Approval came only after strong lobbying by Robert Klein, former chairman of the board. Klein was also chairman of the ballot campaign that created the agency, and Weissman, who holds stock in StemCells, Inc., and sits on its board, was a major fundraiser for the campaign. 

The Los Angeles Times' Pulitzer Prize-winning columnist, Michael Hiltzik, wrote in October that  the process was “redolent of cronyism.” He said a “charmed relationship” existed among StemCells, Inc., its “powerful friends” and the stem cell agency.

As for the remaining $20 million award, Martin McGlynn, CEO of StemCells, Inc., expects “quick” action on finally securing the cash.
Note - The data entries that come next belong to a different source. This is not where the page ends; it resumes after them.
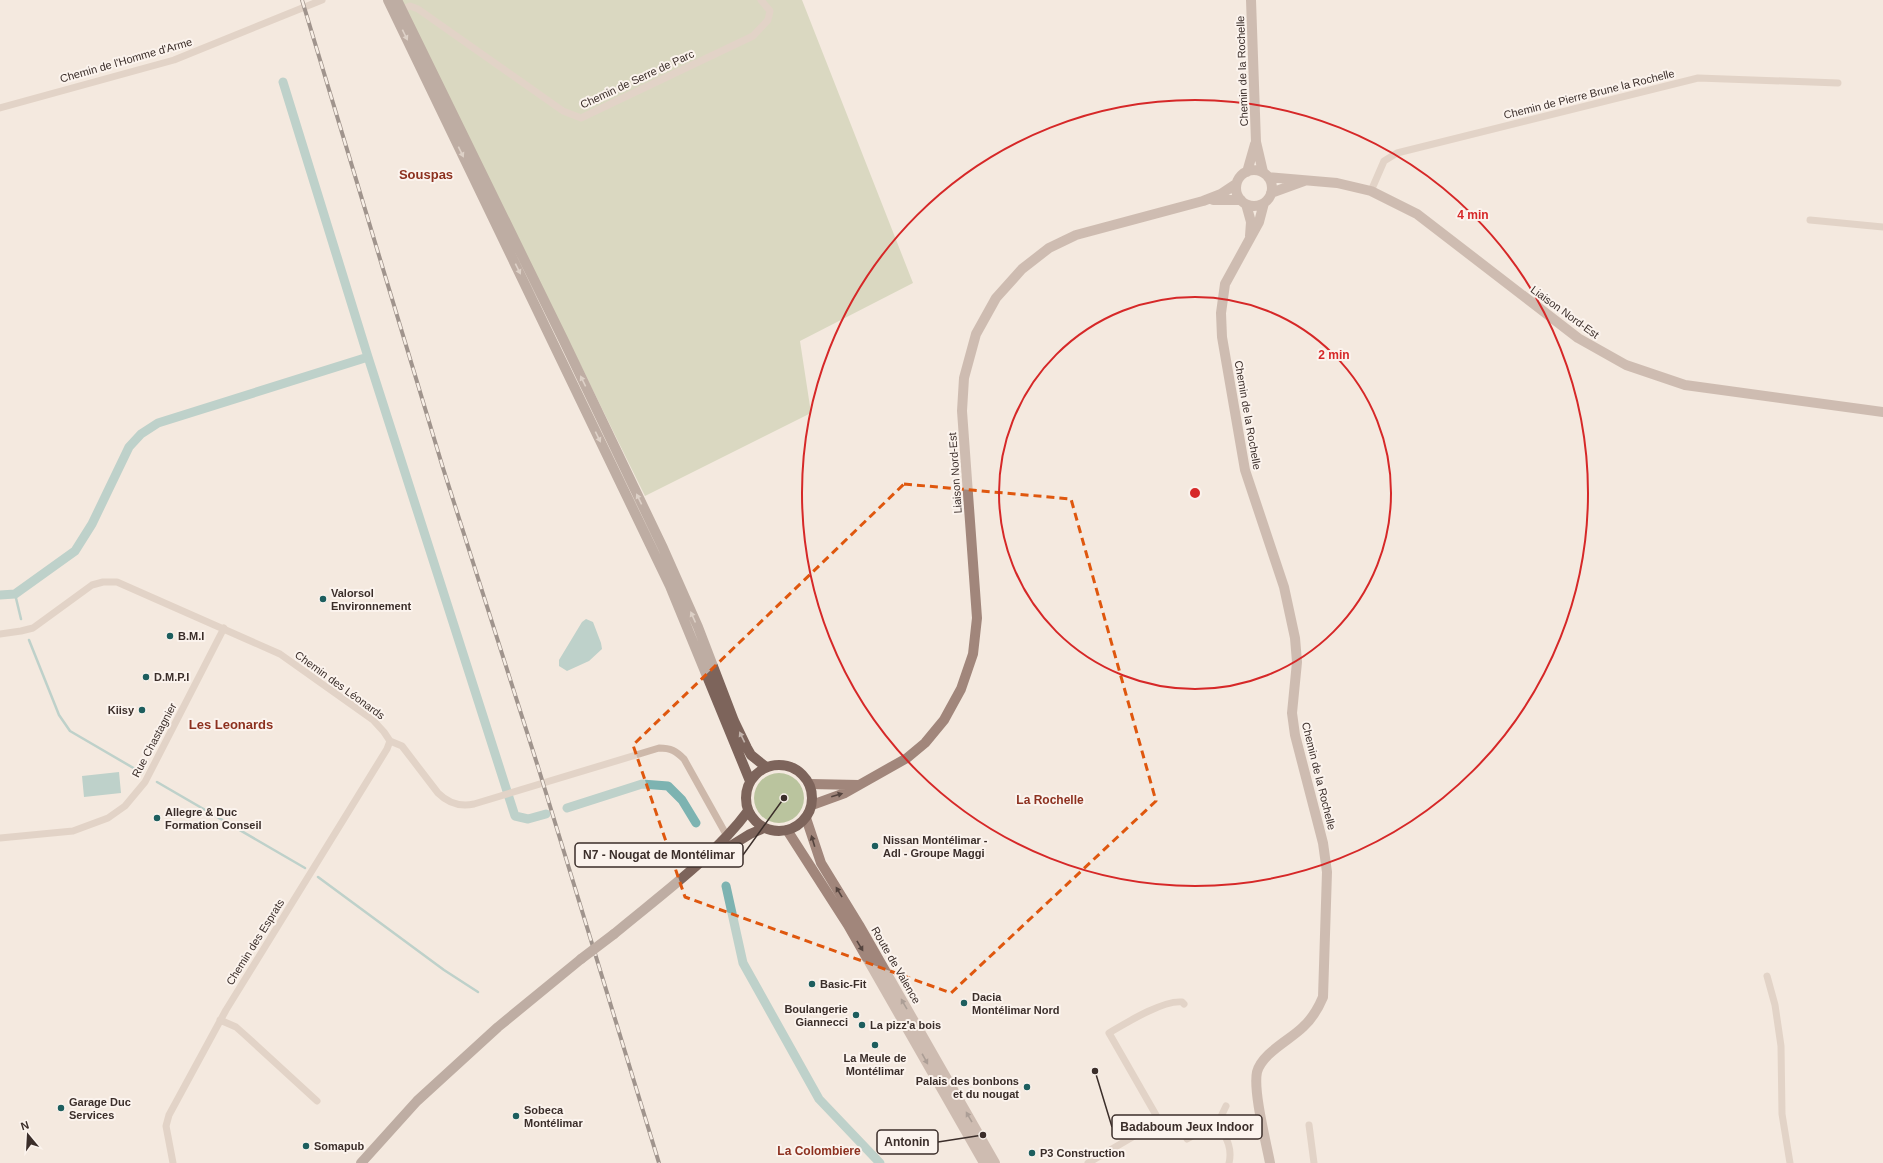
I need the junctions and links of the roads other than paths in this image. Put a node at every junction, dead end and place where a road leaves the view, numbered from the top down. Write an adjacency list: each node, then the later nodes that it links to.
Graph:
1 (322, 0): 7 (street, Chemin de l'Homme d'Arme)
2 (388, 0): 5 (main road)
3 (762, 0): 5 (street, Chemin de Serre de Parc)
4 (1251, 0): 8 (main road, Chemin de la Rochelle)
5 (397, 7): 25 (main road, one-way to 5); 26 (main road, one-way to 26)
6 (1838, 83): 13 (street, Chemin de Pierre Brune la Rochelle)
7 (0, 108)
8 (1256, 142): 9 (main road, Chemin de la Rochelle); 10 (main road, Chemin de la Rochelle)
9 (1247, 172): 10 (main road); 12 (main road)
10 (1265, 175): 11 (main road, Liaison Nord-Est); 14 (main road)
11 (1306, 181): 13 (main road, Liaison Nord-Est); 14 (main road, Liaison Nord-Est)
12 (1236, 184): 15 (main road, Liaison Nord-Est); 16 (main road)
13 (1371, 191): 21 (main road, Liaison Nord-Est)
14 (1271, 193): 17 (main road)
15 (1203, 201): 16 (main road, Liaison Nord-Est); 28 (main road, Liaison Nord-Est)
16 (1243, 202): 17 (main road); 20 (main road)
17 (1264, 203): 20 (main road, Chemin de la Rochelle)
18 (1810, 220): 19 (street)
19 (1883, 227)
20 (1250, 238): 51 (main road, Chemin de la Rochelle)
21 (1883, 412)
22 (224, 628): 23 (street, Chemin des Léonards); 24 (street, Chemin des Léonards); 35 (street, Rue Chastagnier)
23 (0, 634)
24 (390, 741): 34 (street, Chemin des Léonards); 39 (street, Chemin des Esprats)
25 (766, 767): 26 (main road); 27 (main road)
26 (750, 781): 30 (main road)
27 (810, 784): 28 (main road); 29 (main road)
28 (861, 784): 29 (main road, Liaison Nord-Est, one-way to 28)
29 (812, 805): 31 (main road)
30 (748, 811): 32 (main road); 34 (main road)
31 (806, 818): 33 (main road); 48 (main road, Route de Valence, one-way to 31)
32 (764, 828): 33 (main road); 36 (main road)
33 (787, 830): 47 (main road, Route de Valence, one-way to 47)
34 (728, 836): 36 (main road)
35 (0, 838)
36 (683, 876): 46 (main road, bridge)
37 (1767, 976): 53 (street)
38 (1184, 1004): 49 (street)
39 (220, 1020): 40 (street); 45 (street, Chemin des Esprats)
40 (317, 1101)
41 (1226, 1106): 42 (street)
42 (1218, 1123): 44 (street); 50 (street)
43 (1309, 1125): 52 (street)
44 (1187, 1139)
45 (173, 1163)
46 (361, 1163)
47 (984, 1163)
48 (995, 1163)
49 (1088, 1163)
50 (1229, 1163)
51 (1270, 1163)
52 (1314, 1163)
53 (1790, 1163)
Here is an exchange that came during the March conference call between McGlynn and analyst Kaey Nakae of Ascendiant Capital Markets.
Nakae: “Okay. Just 2 more questions. I guess the first one, as it relates to CIRM. In deciding to decline the funding for spinal cord yet continuing to pursue the funding for Alzheimer's, is there a difference in what you're getting from them in terms of potential terms and conditions that allow you to proceed on one and not the other, or is it the fact that you're already in human with -- in spine, and still very preclinical with Alzheimer's?”
McGlynn: :”I think you're very definitely -- you're getting at some important criteria when one considers how to fund programs whether you use debt or equity, etcetera. So I wouldn't disagree with anything that you've outlined or surmised. But I just would pray your indulgence until we're finished, the negotiations with CIRM, which are coming to a close and we expect those to resolve pretty quickly with regards to the Alzheimer's program. And then quite frankly, we can be way more forthcoming and way more disclosive with regards not only to our decisions, but to our thinking.”
StemCells, Inc., was trading at about $1.65 at the time of this writing, down slightly from the previous day. Its 52-week high is $2.67 and its 52-week low $0.59.